**ACTION ITEM**: From the data below, repeat everything exactly except the images.
**** RAW DATA
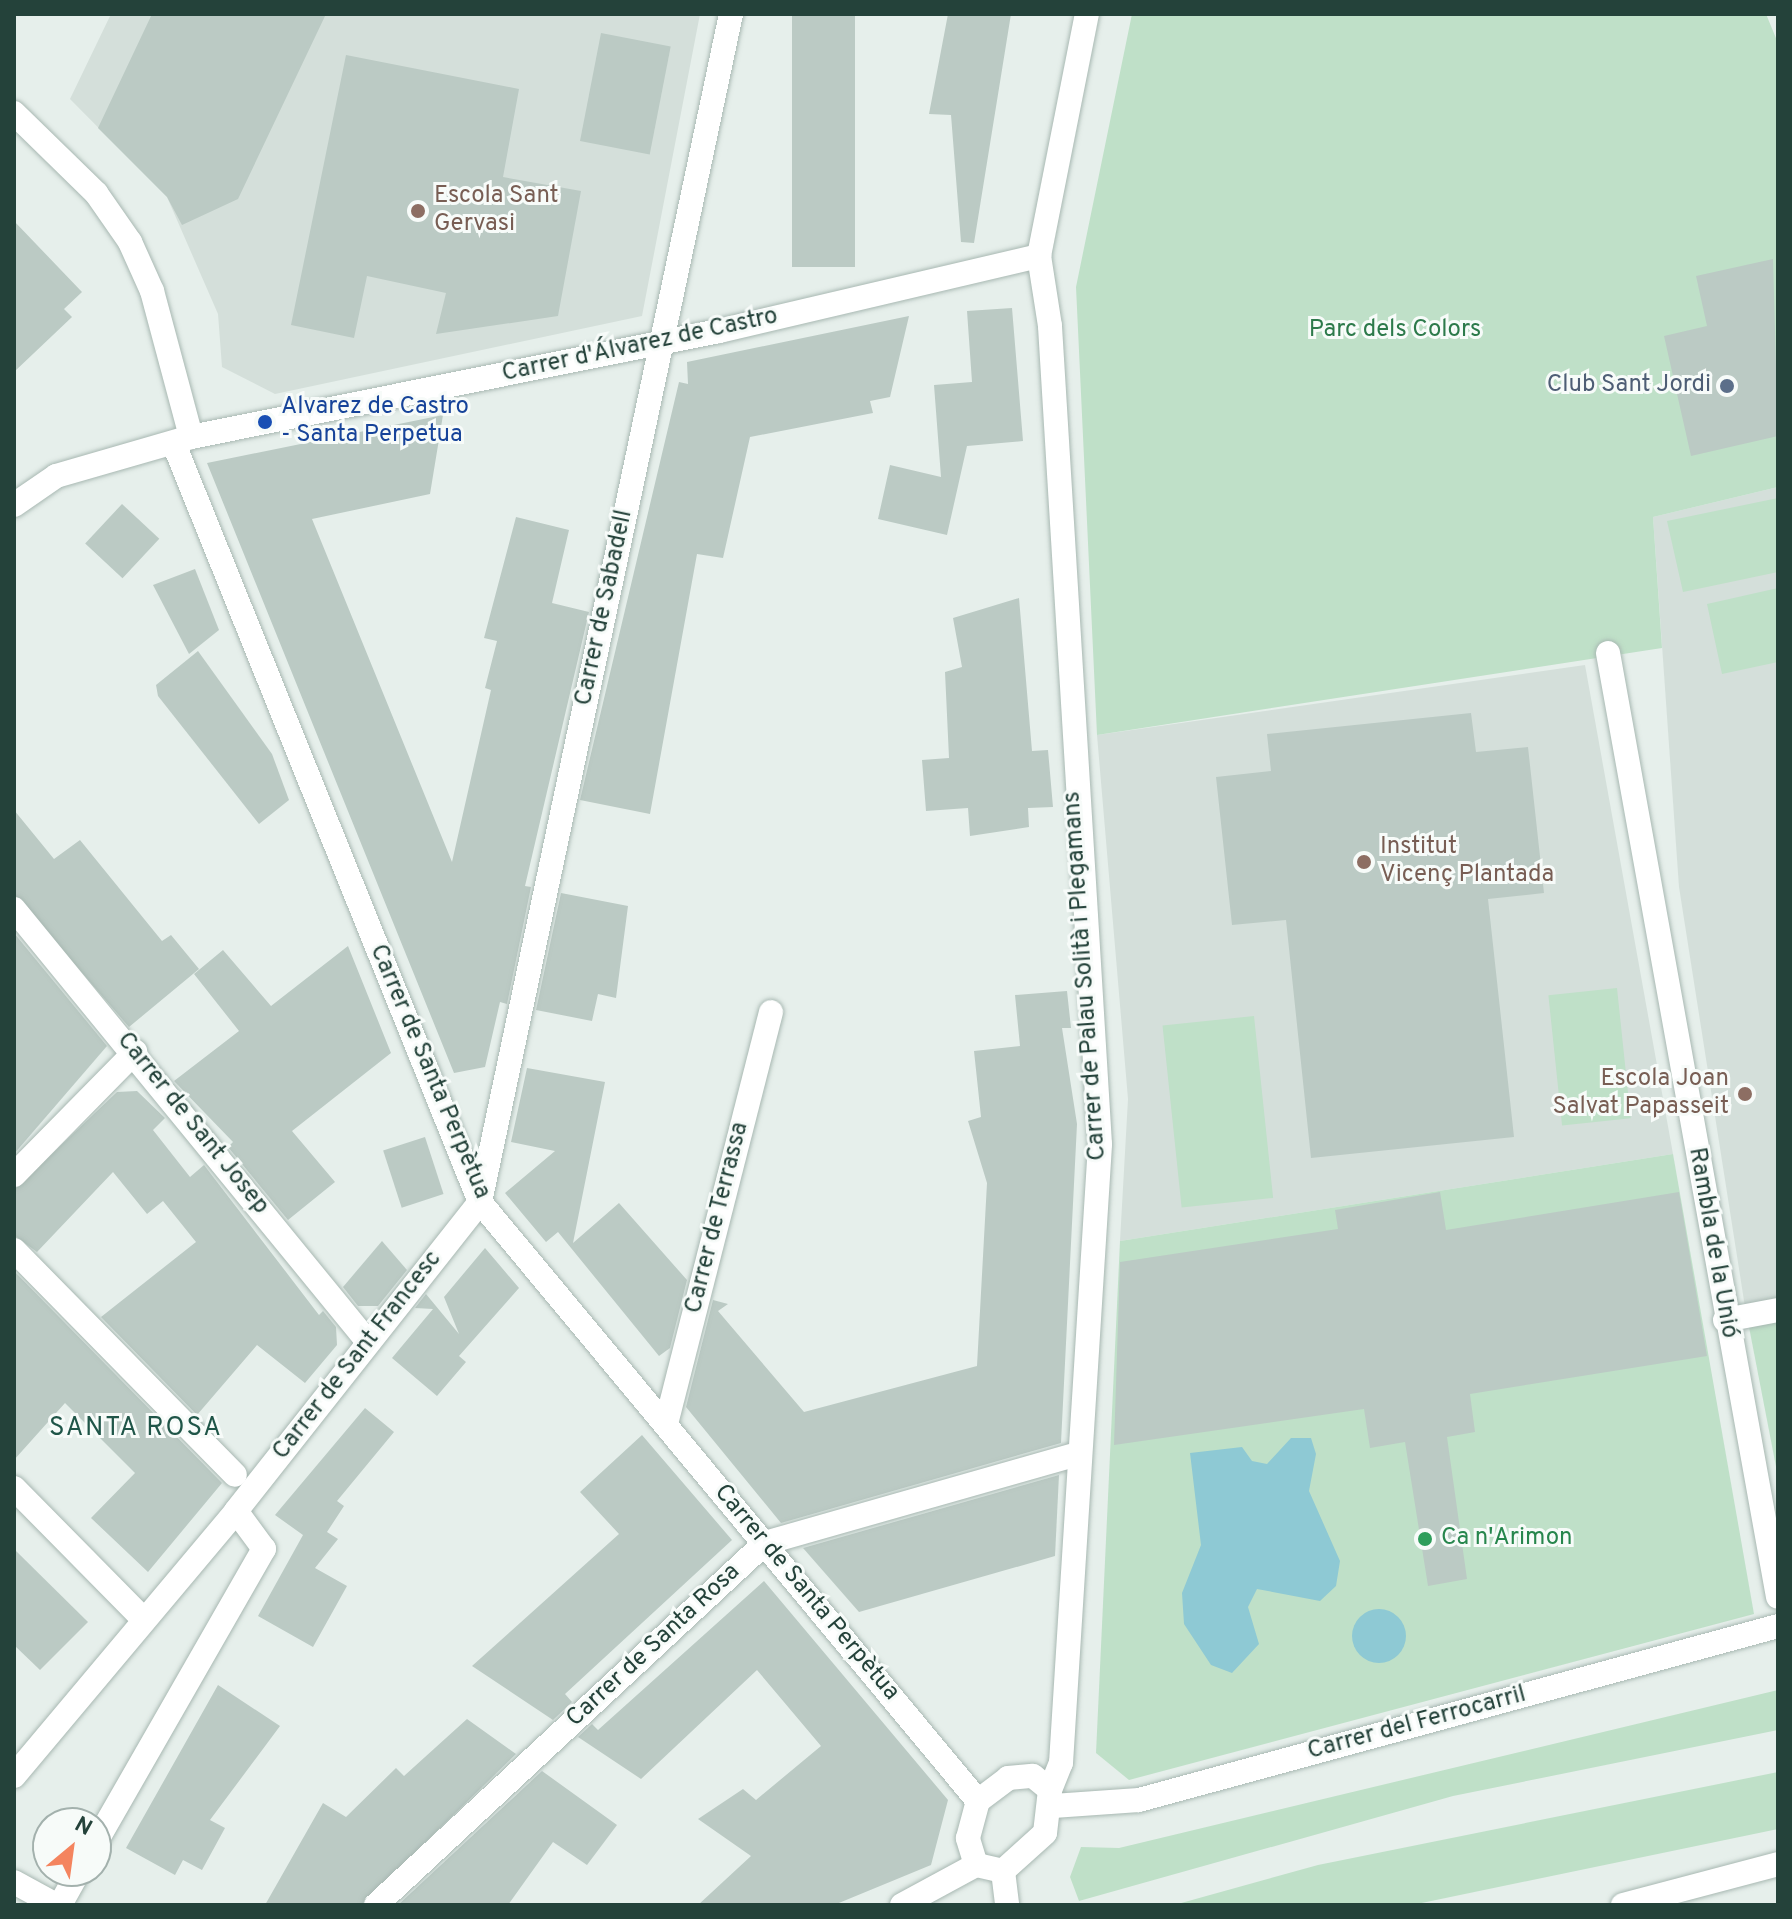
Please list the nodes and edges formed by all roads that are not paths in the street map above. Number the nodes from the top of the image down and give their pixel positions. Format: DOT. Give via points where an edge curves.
graph roads {
  1 [pos="731,14"];
  2 [pos="1087,14"];
  3 [pos="14,113"];
  4 [pos="1039,256"];
  5 [pos="666,338"];
  6 [pos="183,440"];
  7 [pos="14,505"];
  8 [pos="1608,653"];
  9 [pos="14,909"];
  10 [pos="771,1012"];
  11 [pos="135,1052"];
  12 [pos="14,1175"];
  13 [pos="480,1202"];
  14 [pos="14,1250"];
  15 [pos="1778,1310"];
  16 [pos="1725,1320"];
  17 [pos="368,1342"];
  18 [pos="666,1424"];
  19 [pos="1078,1454"];
  20 [pos="235,1475"];
  21 [pos="14,1488"];
  22 [pos="236,1511"];
  23 [pos="765,1543"];
  24 [pos="1778,1597"];
  25 [pos="144,1620"];
  26 [pos="1778,1626"];
  27 [pos="14,1776"];
  28 [pos="1051,1798"];
  29 [pos="978,1801"];
  30 [pos="112,1814"];
  31 [pos="1778,1864"];
  32 [pos="976,1865"];
  33 [pos="1003,1871"];
  34 [pos="14,1882"];
  35 [pos="69,1887"];
  36 [pos="1632,1904"];
  37 [pos="58,1905"];
  38 [pos="376,1905"];
  39 [pos="902,1905"];
  40 [pos="1007,1905"];
  1 -- 5 [label="street, Carrer de Sabadell"];
  2 -- 4 [label="street"];
  3 -- 6 [label="street, Carrer de Santa Perpètua" via="96,193 130,242 152,291"];
  4 -- 5 [label="street, Carrer d'Álvarez de Castro"];
  4 -- 19 [label="street, Carrer de Palau Solità i Plegamans" via="1050,326 1100,1144"];
  5 -- 6 [label="street, Carrer d'Álvarez de Castro"];
  5 -- 13 [label="street, Carrer de Sabadell"];
  6 -- 7 [label="street, Carrer d'Álvarez de Castro" via="56,476"];
  6 -- 13 [label="street, Carrer de Santa Perpètua"];
  8 -- 16 [label="street, Rambla de la Unió"];
  9 -- 11 [label="street, Carrer de Sant Josep"];
  10 -- 18 [label="street, Carrer de Terrassa"];
  11 -- 12 [label="street"];
  11 -- 17 [label="street, Carrer de Sant Josep"];
  13 -- 17 [label="street, Carrer de Sant Francesc"];
  13 -- 18 [label="street, Carrer de Santa Perpètua"];
  14 -- 20 [label="street"];
  15 -- 16 [label="street"];
  16 -- 24 [label="street, Rambla de la Unió"];
  17 -- 22 [label="street, Carrer de Sant Francesc"];
  18 -- 23 [label="street, Carrer de Santa Perpètua"];
  19 -- 23 [label="street, Carrer de Santa Rosa"];
  19 -- 28 [label="street, Carrer de Palau Solità i Plegamans" via="1061,1763"];
  21 -- 25 [label="street"];
  22 -- 25 [label="street, Carrer de Sant Francesc"];
  22 -- 30 [label="street" via="264,1549"];
  23 -- 29 [label="street, Carrer de Santa Perpètua"];
  23 -- 38 [label="street, Carrer de Santa Rosa"];
  25 -- 27 [label="street, Carrer de Sant Francesc"];
  26 -- 28 [label="street, Carrer del Ferrocarril" via="1139,1800"];
  28 -- 29 [label="street" via="1033,1776 1008,1778"];
  28 -- 33 [label="street" via="1045,1833"];
  29 -- 32 [label="street" via="968,1838"];
  31 -- 36 [label="street"];
  32 -- 33 [label="street"];
  32 -- 39 [label="street"];
  33 -- 40 [label="street"];
  34 -- 37 [label="street"];
  35 -- 37 [label="street"];
}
********
**ANSWER FOR THIS EXERCISE**:
Please list the nodes and edges formed by all roads that are not paths in the street map above. Number the nodes from the top of the image down and give their pixel positions. Format: DOT. Give via points where an edge curves.
graph roads {
  1 [pos="731,14"];
  2 [pos="1087,14"];
  3 [pos="14,113"];
  4 [pos="1039,256"];
  5 [pos="666,338"];
  6 [pos="183,440"];
  7 [pos="14,505"];
  8 [pos="1608,653"];
  9 [pos="14,909"];
  10 [pos="771,1012"];
  11 [pos="135,1052"];
  12 [pos="14,1175"];
  13 [pos="480,1202"];
  14 [pos="14,1250"];
  15 [pos="1778,1310"];
  16 [pos="1725,1320"];
  17 [pos="368,1342"];
  18 [pos="666,1424"];
  19 [pos="1078,1454"];
  20 [pos="235,1475"];
  21 [pos="14,1488"];
  22 [pos="236,1511"];
  23 [pos="765,1543"];
  24 [pos="1778,1597"];
  25 [pos="144,1620"];
  26 [pos="1778,1626"];
  27 [pos="14,1776"];
  28 [pos="1051,1798"];
  29 [pos="978,1801"];
  30 [pos="112,1814"];
  31 [pos="1778,1864"];
  32 [pos="976,1865"];
  33 [pos="1003,1871"];
  34 [pos="14,1882"];
  35 [pos="69,1887"];
  36 [pos="1632,1904"];
  37 [pos="58,1905"];
  38 [pos="376,1905"];
  39 [pos="902,1905"];
  40 [pos="1007,1905"];
  1 -- 5 [label="street, Carrer de Sabadell"];
  2 -- 4 [label="street"];
  3 -- 6 [label="street, Carrer de Santa Perpètua" via="96,193 130,242 152,291"];
  4 -- 5 [label="street, Carrer d'Álvarez de Castro"];
  4 -- 19 [label="street, Carrer de Palau Solità i Plegamans" via="1050,326 1100,1144"];
  5 -- 6 [label="street, Carrer d'Álvarez de Castro"];
  5 -- 13 [label="street, Carrer de Sabadell"];
  6 -- 7 [label="street, Carrer d'Álvarez de Castro" via="56,476"];
  6 -- 13 [label="street, Carrer de Santa Perpètua"];
  8 -- 16 [label="street, Rambla de la Unió"];
  9 -- 11 [label="street, Carrer de Sant Josep"];
  10 -- 18 [label="street, Carrer de Terrassa"];
  11 -- 12 [label="street"];
  11 -- 17 [label="street, Carrer de Sant Josep"];
  13 -- 17 [label="street, Carrer de Sant Francesc"];
  13 -- 18 [label="street, Carrer de Santa Perpètua"];
  14 -- 20 [label="street"];
  15 -- 16 [label="street"];
  16 -- 24 [label="street, Rambla de la Unió"];
  17 -- 22 [label="street, Carrer de Sant Francesc"];
  18 -- 23 [label="street, Carrer de Santa Perpètua"];
  19 -- 23 [label="street, Carrer de Santa Rosa"];
  19 -- 28 [label="street, Carrer de Palau Solità i Plegamans" via="1061,1763"];
  21 -- 25 [label="street"];
  22 -- 25 [label="street, Carrer de Sant Francesc"];
  22 -- 30 [label="street" via="264,1549"];
  23 -- 29 [label="street, Carrer de Santa Perpètua"];
  23 -- 38 [label="street, Carrer de Santa Rosa"];
  25 -- 27 [label="street, Carrer de Sant Francesc"];
  26 -- 28 [label="street, Carrer del Ferrocarril" via="1139,1800"];
  28 -- 29 [label="street" via="1033,1776 1008,1778"];
  28 -- 33 [label="street" via="1045,1833"];
  29 -- 32 [label="street" via="968,1838"];
  31 -- 36 [label="street"];
  32 -- 33 [label="street"];
  32 -- 39 [label="street"];
  33 -- 40 [label="street"];
  34 -- 37 [label="street"];
  35 -- 37 [label="street"];
}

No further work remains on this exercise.